--- Task data ---
........

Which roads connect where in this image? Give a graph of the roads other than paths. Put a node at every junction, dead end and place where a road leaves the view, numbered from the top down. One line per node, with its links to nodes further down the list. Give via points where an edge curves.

........

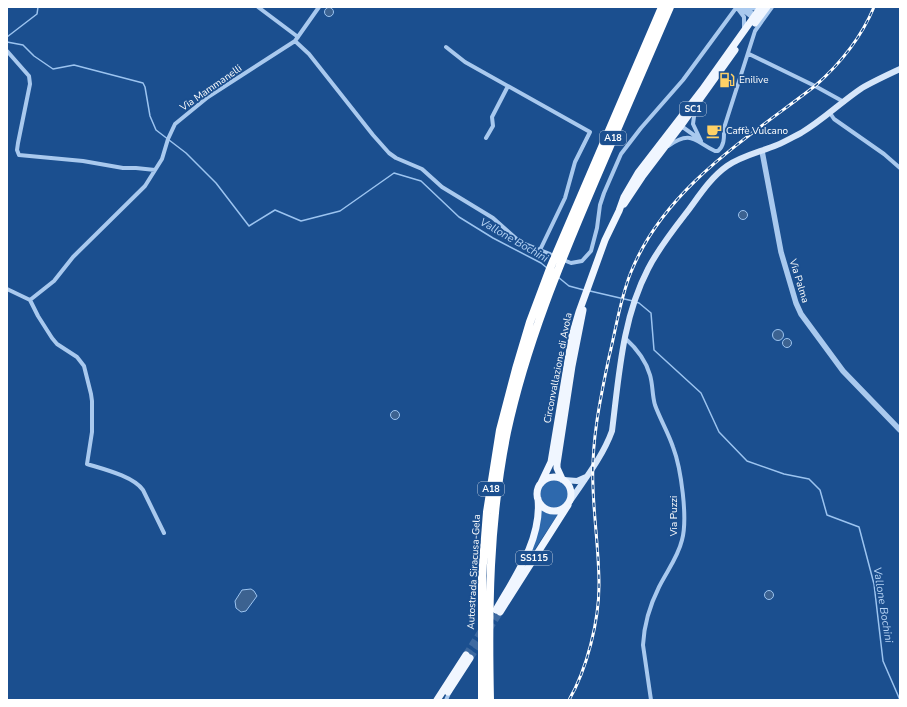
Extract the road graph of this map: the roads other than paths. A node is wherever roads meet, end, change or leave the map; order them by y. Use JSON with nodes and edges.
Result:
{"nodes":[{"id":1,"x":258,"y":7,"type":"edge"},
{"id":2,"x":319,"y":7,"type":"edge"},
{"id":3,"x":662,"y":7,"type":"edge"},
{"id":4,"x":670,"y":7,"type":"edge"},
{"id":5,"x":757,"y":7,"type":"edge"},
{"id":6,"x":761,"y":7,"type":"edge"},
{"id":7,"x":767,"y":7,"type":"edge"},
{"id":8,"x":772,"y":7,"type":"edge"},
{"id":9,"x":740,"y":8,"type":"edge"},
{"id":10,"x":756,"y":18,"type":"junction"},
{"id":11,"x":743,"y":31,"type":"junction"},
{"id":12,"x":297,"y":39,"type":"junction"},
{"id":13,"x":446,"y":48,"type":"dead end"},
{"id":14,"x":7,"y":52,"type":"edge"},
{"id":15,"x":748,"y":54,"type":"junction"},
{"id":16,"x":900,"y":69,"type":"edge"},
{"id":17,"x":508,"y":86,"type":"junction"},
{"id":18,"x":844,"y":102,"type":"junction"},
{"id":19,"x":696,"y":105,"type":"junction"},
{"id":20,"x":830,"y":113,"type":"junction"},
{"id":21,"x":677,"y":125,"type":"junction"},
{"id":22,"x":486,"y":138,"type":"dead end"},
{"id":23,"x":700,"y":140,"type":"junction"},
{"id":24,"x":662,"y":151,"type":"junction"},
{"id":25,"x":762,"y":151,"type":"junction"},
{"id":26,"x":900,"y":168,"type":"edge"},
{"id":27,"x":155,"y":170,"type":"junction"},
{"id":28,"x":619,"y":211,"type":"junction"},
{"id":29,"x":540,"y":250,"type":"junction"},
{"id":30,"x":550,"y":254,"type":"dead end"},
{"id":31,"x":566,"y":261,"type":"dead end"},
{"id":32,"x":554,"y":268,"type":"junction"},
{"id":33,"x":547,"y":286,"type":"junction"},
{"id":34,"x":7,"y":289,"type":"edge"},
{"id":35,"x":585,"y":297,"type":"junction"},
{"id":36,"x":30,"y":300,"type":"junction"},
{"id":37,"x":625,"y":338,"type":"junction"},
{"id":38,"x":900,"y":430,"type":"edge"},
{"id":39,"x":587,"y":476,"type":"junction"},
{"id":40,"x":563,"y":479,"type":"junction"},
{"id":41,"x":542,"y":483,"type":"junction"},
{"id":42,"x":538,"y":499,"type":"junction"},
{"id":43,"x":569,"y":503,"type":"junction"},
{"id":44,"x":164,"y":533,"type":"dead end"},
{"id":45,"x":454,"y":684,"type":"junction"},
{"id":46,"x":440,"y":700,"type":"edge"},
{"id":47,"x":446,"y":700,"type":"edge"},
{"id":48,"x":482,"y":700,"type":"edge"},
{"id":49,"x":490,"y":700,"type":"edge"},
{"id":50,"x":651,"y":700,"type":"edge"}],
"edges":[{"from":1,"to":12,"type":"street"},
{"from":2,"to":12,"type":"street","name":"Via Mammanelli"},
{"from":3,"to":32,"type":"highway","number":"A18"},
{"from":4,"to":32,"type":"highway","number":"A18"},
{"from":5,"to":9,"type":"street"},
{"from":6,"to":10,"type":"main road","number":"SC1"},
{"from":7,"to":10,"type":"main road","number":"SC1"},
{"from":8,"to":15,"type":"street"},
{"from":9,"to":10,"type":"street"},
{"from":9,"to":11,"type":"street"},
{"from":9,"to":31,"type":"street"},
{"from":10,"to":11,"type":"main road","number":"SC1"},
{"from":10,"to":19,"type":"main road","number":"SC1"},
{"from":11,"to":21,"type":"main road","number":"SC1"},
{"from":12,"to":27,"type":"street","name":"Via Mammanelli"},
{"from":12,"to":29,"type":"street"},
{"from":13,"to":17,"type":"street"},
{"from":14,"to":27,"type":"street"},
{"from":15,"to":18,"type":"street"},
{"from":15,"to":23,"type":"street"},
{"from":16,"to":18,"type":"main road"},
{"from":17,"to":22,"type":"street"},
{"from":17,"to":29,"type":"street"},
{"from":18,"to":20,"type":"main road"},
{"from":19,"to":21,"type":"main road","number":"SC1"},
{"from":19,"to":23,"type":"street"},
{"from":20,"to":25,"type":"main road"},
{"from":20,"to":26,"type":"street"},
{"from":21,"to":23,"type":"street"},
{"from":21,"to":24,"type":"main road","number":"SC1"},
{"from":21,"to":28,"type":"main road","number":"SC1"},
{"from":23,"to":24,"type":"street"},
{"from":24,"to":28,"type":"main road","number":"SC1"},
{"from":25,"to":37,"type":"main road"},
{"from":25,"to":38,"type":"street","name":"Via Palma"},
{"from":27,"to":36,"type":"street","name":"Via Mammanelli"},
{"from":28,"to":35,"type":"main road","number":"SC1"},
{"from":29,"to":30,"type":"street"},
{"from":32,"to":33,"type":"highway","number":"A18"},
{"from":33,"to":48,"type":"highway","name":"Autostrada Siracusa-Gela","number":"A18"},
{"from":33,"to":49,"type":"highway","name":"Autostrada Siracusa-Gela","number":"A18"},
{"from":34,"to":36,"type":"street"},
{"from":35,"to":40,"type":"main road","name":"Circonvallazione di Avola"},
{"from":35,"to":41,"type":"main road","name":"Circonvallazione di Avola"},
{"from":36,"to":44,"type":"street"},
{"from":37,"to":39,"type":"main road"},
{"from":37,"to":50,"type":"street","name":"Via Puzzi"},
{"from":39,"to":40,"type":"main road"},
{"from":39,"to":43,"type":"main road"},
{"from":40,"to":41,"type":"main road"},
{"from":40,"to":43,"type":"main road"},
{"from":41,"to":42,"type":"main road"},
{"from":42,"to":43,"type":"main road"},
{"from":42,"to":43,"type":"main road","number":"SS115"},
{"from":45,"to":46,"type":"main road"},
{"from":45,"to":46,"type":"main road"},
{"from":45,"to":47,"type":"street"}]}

........

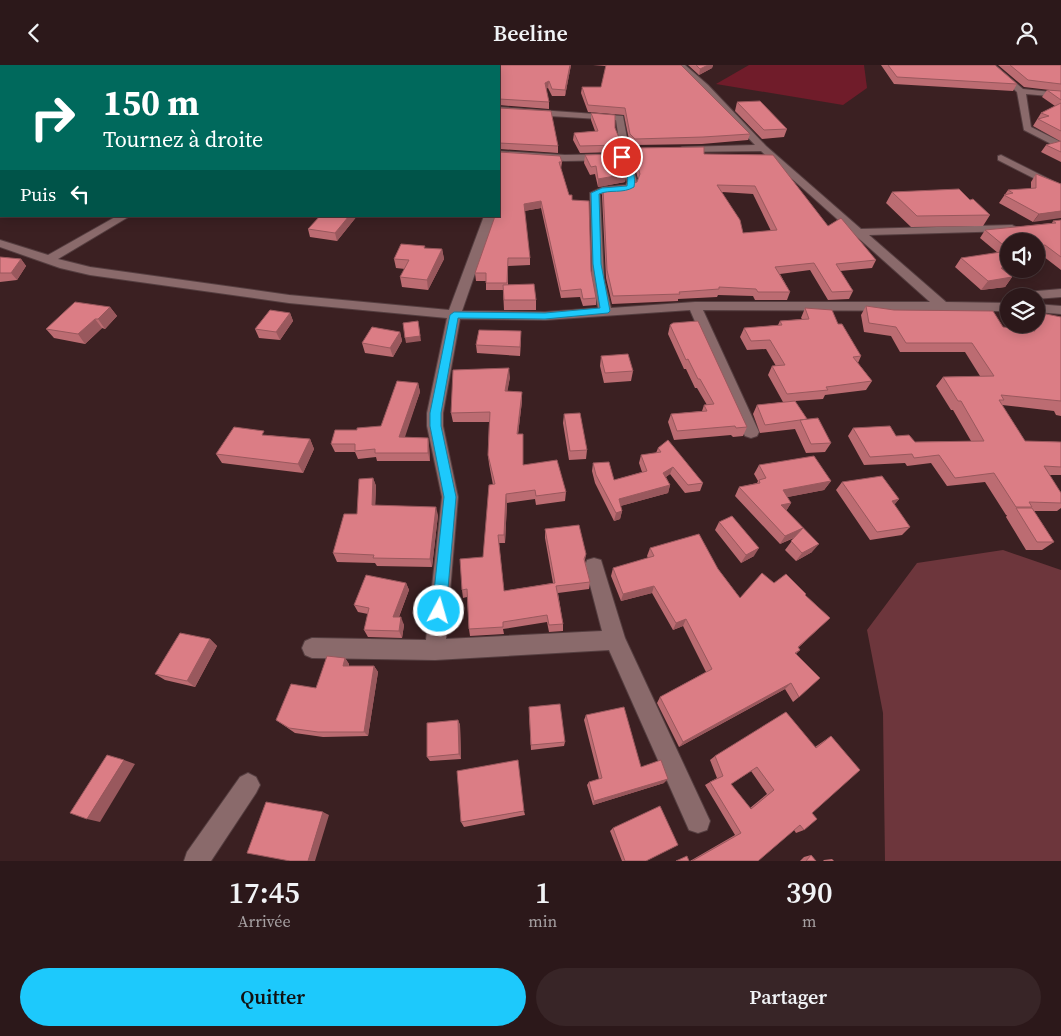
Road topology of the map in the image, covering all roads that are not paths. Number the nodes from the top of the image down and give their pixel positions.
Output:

........

Scan the listing and copy every line where the string "this" shows up.

Which roads connect where in this image? Give a graph of the roads other than paths. Put a node at every junction, dead end and place where a road leaves the view, numbered from the top down. One line per node, with its links to nodes further down the list. Give via points where an edge curves.
Extract the road graph of this map: the roads other than paths. A node is wherever roads meet, end, change or leave the map; order them by y. Use JSON with nodes and edges.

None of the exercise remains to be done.